I think their blindness was caused by a combination of denigration of property rights and faith in government planning. During the Progressive and New Deal eras, most jurists and legal scholars came to believe that property rights deserved little or no judicial protection, and that they were a tool of the wealthy for oppressing the poor. In addition, this period was characterized by great faith in the power of "scientific" government planning to solve social problems, including—in this case—rehabilitating slums and "blighted" neighborhoods. This faith in expert planning comes through in several passages in Douglas's opinion, such as the one where he analogizes urban planners to doctors treating a disease: "The experts concluded that, if the community were to be healthy, if it were not to revert again to a blighted or slum area, as though possessed of a congenital disease, the area must be planned as a whole." This, in Douglas' eyes, is what justified the use of eminent domain to seize even property that was not blighted, such as the store for whose late owner Mr. Berman acted as executor.

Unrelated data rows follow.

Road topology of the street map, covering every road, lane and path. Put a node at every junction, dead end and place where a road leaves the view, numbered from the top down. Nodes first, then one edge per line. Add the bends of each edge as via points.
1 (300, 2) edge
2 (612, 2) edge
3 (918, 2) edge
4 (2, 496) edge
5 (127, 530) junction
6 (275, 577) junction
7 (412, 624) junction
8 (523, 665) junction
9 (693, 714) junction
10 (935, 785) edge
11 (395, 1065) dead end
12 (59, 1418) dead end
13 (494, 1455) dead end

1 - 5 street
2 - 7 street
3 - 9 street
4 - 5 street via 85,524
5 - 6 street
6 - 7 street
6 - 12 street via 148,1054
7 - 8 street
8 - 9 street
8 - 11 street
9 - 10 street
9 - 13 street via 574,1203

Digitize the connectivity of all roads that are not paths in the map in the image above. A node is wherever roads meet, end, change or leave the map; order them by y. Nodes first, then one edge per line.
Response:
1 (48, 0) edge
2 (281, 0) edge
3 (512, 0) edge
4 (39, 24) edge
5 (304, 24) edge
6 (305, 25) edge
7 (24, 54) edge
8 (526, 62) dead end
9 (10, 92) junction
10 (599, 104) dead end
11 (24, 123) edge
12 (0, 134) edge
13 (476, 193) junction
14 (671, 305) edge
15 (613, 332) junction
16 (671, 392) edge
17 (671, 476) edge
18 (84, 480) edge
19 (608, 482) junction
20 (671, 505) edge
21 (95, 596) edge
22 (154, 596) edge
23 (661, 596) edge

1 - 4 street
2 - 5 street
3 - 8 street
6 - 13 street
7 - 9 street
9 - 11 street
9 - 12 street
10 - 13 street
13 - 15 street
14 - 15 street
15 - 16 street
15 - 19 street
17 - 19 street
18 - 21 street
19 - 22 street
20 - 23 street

Just as laypeople should not second-guess the professional judgment of a surgeon performing an operation, so courts should not second-guess the "scientific" judgment of urban planners. The latter had to remove "diseased" neighborhoods to ensure the health of the city, much like the former had to cut out diseased tissue in order to cure their patients. As Prof. Pritchett explains in his article on this topic, such medical terminology was commonly used to justify destruction of neigbhorhoods and forcible displacement of minority populations.
While we today cringe at these medical analogies, New Deal-era suspicion of property rights and confidence in government planning are a big part of the reason why most scholars and legal commentators—particularly those on the left—have continued to accept both Euclid and Berman. In recent years, however, there has been growing cross-ideological recognition of the vast harm caused by exclusionary zoning, especially to racial minorities. The Kelo decision highlighted the similar dangers of unconstrained use of eminent domain, and that decision generated widespread opposition on the left, as well as the right.
These trends have not, so far, caused a widespread reconsideration of Euclid and Berman. But I hope that might change over time. At the very least, law professors should give these decisions more prominent attention in their courses, and start treating them as contestable, rather than obviously right (the latter is still a common attitude in the academy, though not nearly as much so as even a few years ago). Most introductory constitutional law courses do not even include Euclid and Berman, though Euclid is often covered in intro courses on property law. That exclusion, too, should be reconsidered.
Few major Supreme Court decisions are as poorly reasoned as these two or have caused so much harm to enormous numbers of people, much of it inflicted by racist policies targeting minorities. They would be worthy additions to the anticanon of constitutional law.